The divide between midsized UK companies that are merely surviving and the better-performing “ gazelles” is widening, according to a new report.

Figures compiled by Experian, the credit checking agency, noted that although the overall number of medium-sized companies – defined as those with turnover of £2.5m-£100m – has been broadly flat at 24,955 over the past 12 months, the number of businesses within that group which have achieved high levels of growth has increased by 10 per cent to 4,353.

These so-called gazelle businesses, defined as those generating aggregate growth of at least 33 per cent over the previous three years, are spread across almost every industry sector and UK region, although some sectors and parts of the country have performed better than others.

About a quarter of those identified as high growth provide business services, such as consultancy and IT support. The next biggest group is manufacturers, which accounted for about a fifth of the total, and retail, which had an 11 per cent share.

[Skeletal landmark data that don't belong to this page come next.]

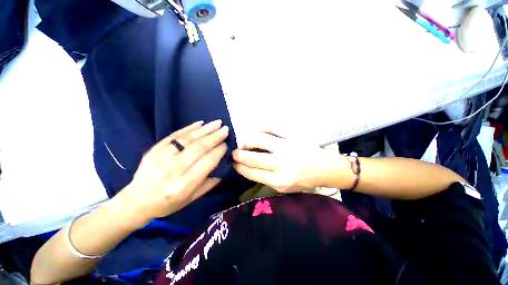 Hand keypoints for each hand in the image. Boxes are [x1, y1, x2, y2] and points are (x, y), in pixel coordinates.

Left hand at [114, 120, 229, 226]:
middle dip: (214, 137)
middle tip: (225, 129)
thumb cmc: (167, 204)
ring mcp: (161, 158)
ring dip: (204, 130)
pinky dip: (188, 128)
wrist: (136, 201)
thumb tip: (222, 169)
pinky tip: (200, 123)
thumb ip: (208, 185)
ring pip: (187, 139)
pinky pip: (174, 136)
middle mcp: (173, 170)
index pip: (206, 163)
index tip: (226, 144)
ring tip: (217, 123)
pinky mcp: (154, 150)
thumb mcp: (191, 199)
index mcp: (183, 185)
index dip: (218, 152)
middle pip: (198, 148)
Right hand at [233, 132, 330, 192]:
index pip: (252, 173)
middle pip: (253, 158)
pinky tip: (259, 132)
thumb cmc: (304, 180)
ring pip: (259, 140)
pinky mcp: (293, 136)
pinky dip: (263, 129)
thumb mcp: (284, 187)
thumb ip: (266, 178)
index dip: (240, 167)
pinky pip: (273, 128)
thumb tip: (249, 167)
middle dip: (239, 155)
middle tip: (234, 152)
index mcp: (279, 181)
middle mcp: (282, 165)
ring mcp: (287, 148)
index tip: (234, 163)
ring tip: (245, 143)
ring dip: (248, 141)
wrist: (325, 169) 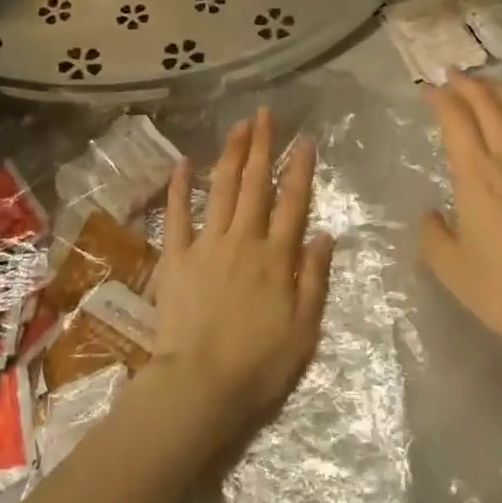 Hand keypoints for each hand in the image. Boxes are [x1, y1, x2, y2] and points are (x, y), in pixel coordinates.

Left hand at [150, 109, 333, 434]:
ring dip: (231, 155)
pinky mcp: (176, 258)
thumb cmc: (259, 366)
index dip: (300, 169)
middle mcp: (244, 241)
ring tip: (238, 126)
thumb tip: (325, 234)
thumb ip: (315, 279)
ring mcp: (207, 245)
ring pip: (222, 190)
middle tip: (265, 114)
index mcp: (277, 258)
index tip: (304, 139)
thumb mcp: (304, 330)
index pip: (293, 202)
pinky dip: (179, 188)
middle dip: (262, 146)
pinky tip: (183, 162)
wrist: (199, 387)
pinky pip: (177, 215)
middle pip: (255, 185)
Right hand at [420, 76, 501, 362]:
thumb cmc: (500, 289)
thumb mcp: (449, 267)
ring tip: (486, 84)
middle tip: (452, 75)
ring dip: (500, 92)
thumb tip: (433, 215)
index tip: (428, 90)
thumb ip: (432, 234)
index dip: (441, 100)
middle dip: (469, 85)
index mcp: (477, 177)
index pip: (457, 121)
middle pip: (490, 107) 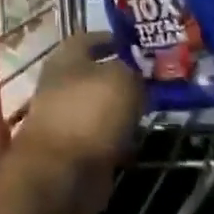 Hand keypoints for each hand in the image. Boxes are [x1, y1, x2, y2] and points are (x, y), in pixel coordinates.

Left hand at [11, 33, 143, 213]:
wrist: (60, 175)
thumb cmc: (89, 113)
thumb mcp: (122, 79)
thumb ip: (134, 71)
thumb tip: (138, 74)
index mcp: (66, 57)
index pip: (91, 38)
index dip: (114, 39)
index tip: (139, 46)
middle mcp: (62, 84)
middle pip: (97, 74)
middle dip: (123, 77)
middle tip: (152, 80)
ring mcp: (66, 119)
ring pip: (101, 107)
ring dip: (122, 110)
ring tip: (151, 110)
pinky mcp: (73, 152)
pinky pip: (102, 138)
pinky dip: (118, 139)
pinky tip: (138, 141) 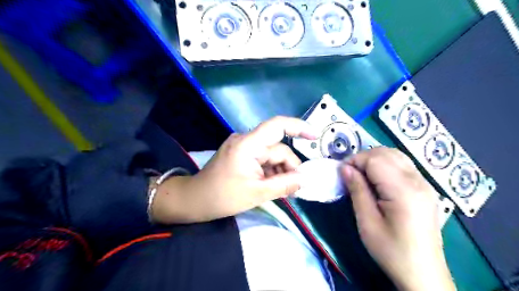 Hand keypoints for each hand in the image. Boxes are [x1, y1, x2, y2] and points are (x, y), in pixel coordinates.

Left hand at [151, 116, 315, 222]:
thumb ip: (284, 185)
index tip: (315, 136)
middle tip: (294, 188)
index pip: (277, 126)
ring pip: (272, 155)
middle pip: (277, 149)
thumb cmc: (223, 197)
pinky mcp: (241, 154)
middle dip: (288, 167)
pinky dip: (270, 171)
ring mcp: (243, 146)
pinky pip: (263, 159)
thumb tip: (305, 179)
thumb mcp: (257, 193)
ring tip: (281, 190)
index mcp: (248, 145)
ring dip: (280, 171)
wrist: (195, 200)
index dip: (298, 127)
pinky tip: (271, 184)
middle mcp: (246, 140)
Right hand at [343, 148, 454, 290]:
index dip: (355, 161)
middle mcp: (418, 181)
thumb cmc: (391, 250)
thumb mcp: (367, 222)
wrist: (423, 273)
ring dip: (375, 160)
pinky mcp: (426, 188)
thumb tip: (344, 168)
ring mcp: (425, 184)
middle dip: (364, 158)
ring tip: (362, 176)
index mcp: (404, 191)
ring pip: (396, 155)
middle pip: (387, 153)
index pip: (376, 159)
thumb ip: (357, 190)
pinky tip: (378, 180)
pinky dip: (386, 165)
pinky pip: (403, 165)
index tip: (342, 173)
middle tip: (350, 174) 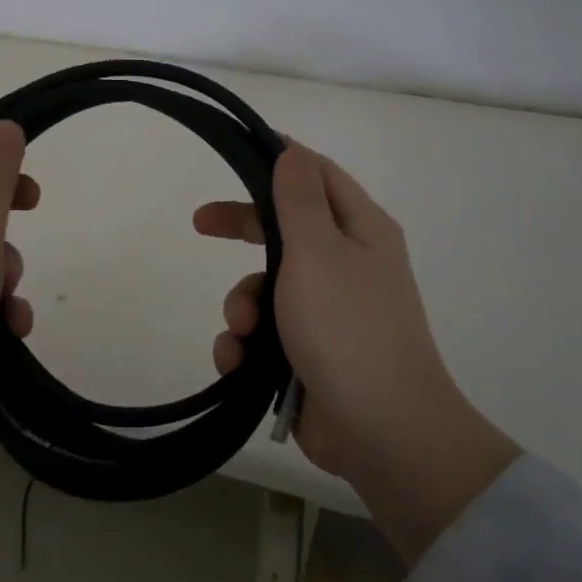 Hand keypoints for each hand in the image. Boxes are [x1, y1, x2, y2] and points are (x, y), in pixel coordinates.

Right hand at [195, 142, 520, 564]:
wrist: (381, 431)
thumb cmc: (347, 327)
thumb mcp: (318, 252)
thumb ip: (300, 199)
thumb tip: (293, 150)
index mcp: (360, 230)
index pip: (318, 176)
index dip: (280, 161)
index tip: (238, 155)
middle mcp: (346, 264)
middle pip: (284, 229)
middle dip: (241, 228)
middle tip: (200, 223)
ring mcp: (327, 312)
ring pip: (266, 287)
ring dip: (241, 305)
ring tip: (242, 331)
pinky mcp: (307, 353)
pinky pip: (264, 334)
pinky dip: (245, 345)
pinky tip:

This reflects a gradual shift within the midsized company population since 2000 towards those providing business services, the research noted.

Stephen Welton, chief executive of the Business Growth Fund, which was set up by the UK bank industry to take equity stakes in promising young companies, said the data were encouraging. “It shows that despite all the wider challenges posed by the macroeconomic climate, there has been more and ever increasing SME growth in the UK,” he said.

“However, for real economic recovery, we need these figures to be higher and more broadly based. We need to see heightened levels of ambition and investment among business owners,” he added.

About half of the companies identified as high growth had turnovers between £2.5m and £10m, with 2,202 companies falling into this category.

Although the number of high-growth companies was up last year from 3,945, it was down from a peak of 6,559 in 2009, just after the financial crisis struck.

London and its surrounding areas had the largest share of the current crop, with 8,518 high-growth companies headquartered in the capital, and a further 4,177 based elsewhere in the southeast of England. Wales and northeast England had the lowest number of fast-growing midsized companies.